→ TASK REQUIREMENTS: Note each line in the data holding the string "Orbay" and report it.

:: MATERIAL FOR THIS TASK ::

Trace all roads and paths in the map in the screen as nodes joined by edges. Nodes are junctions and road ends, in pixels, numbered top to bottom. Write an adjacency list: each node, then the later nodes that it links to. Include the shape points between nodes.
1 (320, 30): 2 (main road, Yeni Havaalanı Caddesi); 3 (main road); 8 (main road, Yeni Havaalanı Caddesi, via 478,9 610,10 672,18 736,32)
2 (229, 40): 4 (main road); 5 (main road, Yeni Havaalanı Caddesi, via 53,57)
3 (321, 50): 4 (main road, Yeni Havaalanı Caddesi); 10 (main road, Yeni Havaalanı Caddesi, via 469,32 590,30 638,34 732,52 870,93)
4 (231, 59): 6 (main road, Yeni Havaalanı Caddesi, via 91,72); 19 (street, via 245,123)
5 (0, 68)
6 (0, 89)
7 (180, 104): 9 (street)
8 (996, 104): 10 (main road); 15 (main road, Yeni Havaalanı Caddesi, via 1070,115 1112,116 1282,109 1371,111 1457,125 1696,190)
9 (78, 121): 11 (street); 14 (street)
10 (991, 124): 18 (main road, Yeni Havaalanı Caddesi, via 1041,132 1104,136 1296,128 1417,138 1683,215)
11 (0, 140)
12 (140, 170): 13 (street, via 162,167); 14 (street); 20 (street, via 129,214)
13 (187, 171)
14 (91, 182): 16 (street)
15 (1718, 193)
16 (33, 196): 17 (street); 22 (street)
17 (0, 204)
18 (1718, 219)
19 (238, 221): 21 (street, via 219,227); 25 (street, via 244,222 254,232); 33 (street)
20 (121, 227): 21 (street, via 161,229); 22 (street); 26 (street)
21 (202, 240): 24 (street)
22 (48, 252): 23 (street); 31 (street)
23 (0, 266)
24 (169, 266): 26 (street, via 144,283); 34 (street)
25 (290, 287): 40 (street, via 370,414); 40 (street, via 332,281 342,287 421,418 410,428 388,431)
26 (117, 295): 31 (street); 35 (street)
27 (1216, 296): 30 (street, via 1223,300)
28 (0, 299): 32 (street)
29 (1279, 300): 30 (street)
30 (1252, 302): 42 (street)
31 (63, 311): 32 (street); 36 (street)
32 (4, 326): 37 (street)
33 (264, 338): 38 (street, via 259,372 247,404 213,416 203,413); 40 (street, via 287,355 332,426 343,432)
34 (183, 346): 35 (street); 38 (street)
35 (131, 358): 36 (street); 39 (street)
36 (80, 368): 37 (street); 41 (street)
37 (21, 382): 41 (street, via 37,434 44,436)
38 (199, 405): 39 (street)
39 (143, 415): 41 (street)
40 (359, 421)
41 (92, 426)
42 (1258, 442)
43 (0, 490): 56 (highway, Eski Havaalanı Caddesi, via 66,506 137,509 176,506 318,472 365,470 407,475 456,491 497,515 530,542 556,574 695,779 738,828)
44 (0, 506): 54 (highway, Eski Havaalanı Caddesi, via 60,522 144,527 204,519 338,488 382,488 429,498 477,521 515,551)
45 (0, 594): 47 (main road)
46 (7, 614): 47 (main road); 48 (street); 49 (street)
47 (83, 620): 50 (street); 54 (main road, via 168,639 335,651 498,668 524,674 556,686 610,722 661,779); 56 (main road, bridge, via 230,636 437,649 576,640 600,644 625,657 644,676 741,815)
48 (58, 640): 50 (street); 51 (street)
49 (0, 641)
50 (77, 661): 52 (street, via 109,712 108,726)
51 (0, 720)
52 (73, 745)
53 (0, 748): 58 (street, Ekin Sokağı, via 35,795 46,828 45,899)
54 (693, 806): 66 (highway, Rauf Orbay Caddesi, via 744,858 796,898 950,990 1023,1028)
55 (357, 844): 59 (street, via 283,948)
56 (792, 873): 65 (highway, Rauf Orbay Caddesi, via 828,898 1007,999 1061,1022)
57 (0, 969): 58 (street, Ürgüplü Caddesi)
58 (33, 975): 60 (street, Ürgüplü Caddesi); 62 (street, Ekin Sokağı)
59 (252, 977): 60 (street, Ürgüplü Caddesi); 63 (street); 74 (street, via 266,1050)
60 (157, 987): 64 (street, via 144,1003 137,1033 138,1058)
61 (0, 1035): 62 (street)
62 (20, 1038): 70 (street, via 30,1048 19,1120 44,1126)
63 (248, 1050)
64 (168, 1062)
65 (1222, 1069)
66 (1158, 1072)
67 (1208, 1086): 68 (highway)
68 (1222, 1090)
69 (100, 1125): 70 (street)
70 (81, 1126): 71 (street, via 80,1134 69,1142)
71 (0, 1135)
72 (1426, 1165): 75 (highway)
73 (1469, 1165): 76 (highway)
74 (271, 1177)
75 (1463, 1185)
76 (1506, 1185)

:::

→ RESPONSE TO THE EXERCISE:
54 (693, 806): 66 (highway, Rauf Orbay Caddesi, via 744,858 796,898 950,990 1023,1028)
56 (792, 873): 65 (highway, Rauf Orbay Caddesi, via 828,898 1007,999 1061,1022)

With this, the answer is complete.